Kategoriler
UYGULAMALAR
İstanbul
İsrail, 17-18 Eylül 2024 tarihlerinde Lübnan ve Suriye’de binlerce çağrı cihazı ve telsizi eş zamanlı olarak patlatarak 42 kişinin hayatını kaybetmesine neden olan sinyal istihbarat saldırısını düzenledi. Aradan geçen bir yılın ardından saldırının detayları da ortaya çıkmaya başladı.
Saldırının 15 yıl önce, dönemin MOSSAD Başkanı Tamir Pardo liderliğinde planlandığını ve cihazların MOSSAD’ın kendi yerleşkesinde üretildiği öğrenildi.
Operasyonda sosyal medya platformları, cihazların güvenilirliğini artırmak için tehlikeli bir şekilde kullanıldı, bu da İsrail’in istihbarat stratejilerinde dijital manipülasyonun ne denli ileri bir boyuta ulaştığını gözler önüne serdi.

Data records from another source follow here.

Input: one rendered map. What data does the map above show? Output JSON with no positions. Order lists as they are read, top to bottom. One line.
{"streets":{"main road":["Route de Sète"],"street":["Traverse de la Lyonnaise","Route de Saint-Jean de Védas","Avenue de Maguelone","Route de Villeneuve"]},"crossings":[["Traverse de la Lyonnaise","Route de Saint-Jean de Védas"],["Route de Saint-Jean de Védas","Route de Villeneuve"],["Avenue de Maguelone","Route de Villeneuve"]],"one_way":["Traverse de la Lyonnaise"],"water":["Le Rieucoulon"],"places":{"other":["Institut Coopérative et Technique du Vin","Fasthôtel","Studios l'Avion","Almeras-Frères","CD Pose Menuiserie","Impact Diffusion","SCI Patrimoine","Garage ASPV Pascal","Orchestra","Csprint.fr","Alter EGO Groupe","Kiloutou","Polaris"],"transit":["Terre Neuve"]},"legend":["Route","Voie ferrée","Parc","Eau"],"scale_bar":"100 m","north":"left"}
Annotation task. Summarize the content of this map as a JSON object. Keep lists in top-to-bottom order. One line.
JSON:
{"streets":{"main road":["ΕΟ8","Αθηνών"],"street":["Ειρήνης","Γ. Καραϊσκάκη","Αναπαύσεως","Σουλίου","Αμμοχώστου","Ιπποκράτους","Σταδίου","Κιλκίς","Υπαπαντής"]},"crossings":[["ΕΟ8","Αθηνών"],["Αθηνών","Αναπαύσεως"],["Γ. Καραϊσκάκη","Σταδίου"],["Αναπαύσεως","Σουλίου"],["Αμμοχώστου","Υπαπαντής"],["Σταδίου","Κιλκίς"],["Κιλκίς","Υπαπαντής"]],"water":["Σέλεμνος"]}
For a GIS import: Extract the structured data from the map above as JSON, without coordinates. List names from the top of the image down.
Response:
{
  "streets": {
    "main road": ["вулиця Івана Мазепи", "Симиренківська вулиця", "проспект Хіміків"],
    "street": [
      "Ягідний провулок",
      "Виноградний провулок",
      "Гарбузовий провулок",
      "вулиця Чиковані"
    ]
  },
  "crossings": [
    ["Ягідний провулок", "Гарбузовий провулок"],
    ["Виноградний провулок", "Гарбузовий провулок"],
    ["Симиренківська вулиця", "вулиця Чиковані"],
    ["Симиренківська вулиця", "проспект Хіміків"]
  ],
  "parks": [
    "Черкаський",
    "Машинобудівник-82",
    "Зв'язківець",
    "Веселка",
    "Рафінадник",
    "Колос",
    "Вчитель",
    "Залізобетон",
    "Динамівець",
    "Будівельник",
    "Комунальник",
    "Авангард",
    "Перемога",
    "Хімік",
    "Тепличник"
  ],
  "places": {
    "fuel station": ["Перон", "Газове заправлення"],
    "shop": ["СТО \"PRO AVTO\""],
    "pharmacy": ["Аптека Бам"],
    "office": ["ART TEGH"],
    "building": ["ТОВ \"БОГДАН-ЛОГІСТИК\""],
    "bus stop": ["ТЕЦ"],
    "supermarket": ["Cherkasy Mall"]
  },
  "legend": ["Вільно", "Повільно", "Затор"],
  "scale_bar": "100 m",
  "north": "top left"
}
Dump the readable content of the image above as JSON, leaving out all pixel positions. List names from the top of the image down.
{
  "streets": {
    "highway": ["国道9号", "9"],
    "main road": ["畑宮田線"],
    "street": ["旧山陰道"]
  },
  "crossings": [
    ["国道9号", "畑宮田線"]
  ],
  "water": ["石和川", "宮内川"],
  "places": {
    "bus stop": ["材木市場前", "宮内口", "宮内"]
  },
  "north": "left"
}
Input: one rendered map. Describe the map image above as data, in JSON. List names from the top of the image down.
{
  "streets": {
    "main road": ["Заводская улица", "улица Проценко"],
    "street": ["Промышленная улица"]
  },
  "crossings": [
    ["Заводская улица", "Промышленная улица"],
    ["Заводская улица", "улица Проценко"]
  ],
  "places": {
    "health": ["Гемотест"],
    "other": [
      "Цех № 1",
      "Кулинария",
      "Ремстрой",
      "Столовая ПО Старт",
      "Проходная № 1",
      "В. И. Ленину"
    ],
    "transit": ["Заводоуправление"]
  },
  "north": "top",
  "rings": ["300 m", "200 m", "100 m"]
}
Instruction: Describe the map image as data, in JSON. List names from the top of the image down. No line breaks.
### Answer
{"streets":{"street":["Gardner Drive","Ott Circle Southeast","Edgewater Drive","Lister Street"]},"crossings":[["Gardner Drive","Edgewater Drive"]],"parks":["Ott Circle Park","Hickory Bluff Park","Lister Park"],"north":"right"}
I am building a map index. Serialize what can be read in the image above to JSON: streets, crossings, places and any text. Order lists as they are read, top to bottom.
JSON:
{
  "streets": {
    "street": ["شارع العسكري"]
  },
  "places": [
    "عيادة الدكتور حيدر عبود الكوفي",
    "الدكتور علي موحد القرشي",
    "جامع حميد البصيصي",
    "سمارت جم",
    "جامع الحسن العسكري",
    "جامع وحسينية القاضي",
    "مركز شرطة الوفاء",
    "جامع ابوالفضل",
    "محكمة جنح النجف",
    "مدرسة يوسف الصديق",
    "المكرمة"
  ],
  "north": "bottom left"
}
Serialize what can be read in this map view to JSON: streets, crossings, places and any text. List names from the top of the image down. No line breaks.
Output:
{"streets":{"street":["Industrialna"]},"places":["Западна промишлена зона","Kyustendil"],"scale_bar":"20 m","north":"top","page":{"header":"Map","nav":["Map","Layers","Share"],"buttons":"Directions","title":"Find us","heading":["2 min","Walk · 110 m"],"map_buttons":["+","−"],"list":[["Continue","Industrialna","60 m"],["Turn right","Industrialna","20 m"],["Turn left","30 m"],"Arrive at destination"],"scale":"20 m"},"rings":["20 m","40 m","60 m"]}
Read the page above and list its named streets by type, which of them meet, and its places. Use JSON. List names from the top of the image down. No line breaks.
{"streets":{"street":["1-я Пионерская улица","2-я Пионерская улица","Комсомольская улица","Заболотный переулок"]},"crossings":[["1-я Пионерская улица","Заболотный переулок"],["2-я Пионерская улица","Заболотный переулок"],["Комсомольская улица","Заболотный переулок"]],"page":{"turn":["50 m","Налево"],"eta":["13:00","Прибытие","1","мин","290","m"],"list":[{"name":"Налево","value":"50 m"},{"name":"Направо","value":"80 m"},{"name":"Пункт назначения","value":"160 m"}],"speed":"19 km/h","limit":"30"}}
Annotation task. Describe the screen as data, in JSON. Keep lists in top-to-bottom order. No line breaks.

Saldırının temelleri, 2010’lu yıllarda MOSSAD’ın Tel Aviv’deki yerleşkesinde atıldı. MOSSAD’a bağlı mühendisler, patlayıcı yüklü çağrı cihazları ve telsizler üretmek için yoğun bir çalışma yürüttü. İlk üretilen cihazlar, ceplere sığmayacak kadar büyük olduğu için Tamir Pardo tarafından reddedildi. Bunun üzerine cihazlar küçültülerek patlayıcılar, cihazların pillerine gizlice yerleştirildi. Deneme aşamasını başarıyla geçen cihazlar, MOSSAD’ın bir istihbarat ajanı aracılığıyla kurdurduğu paravan şirket üzerinden resmi bir ürüne dönüştürüldü.
MOSSAD ajanı tarafından aktarılan bilgilere göre; İsrail, bu cihazları meşru bir ürün gibi göstermek için kapsamlı bir PR kampanyası başlattı. En fazla kullanılan sosyal medya platformlarında cihazların reklamları yayımlanarak, ürünün güvenilirliği konusunda kitleler yanıltıldı. Bu tehlikeli sosyal medya manipülasyonu, cihazların gerçek amacını gizlemekte o kadar etkili oldu ki, meşru müşterilerden bile talep gelmeye başladı. Ancak MOSSAD, bu talepleri yüksek fiyat politikasıyla savuşturarak cihazların yalnızca hedeflenen bölgelere ulaşmasını sağladı.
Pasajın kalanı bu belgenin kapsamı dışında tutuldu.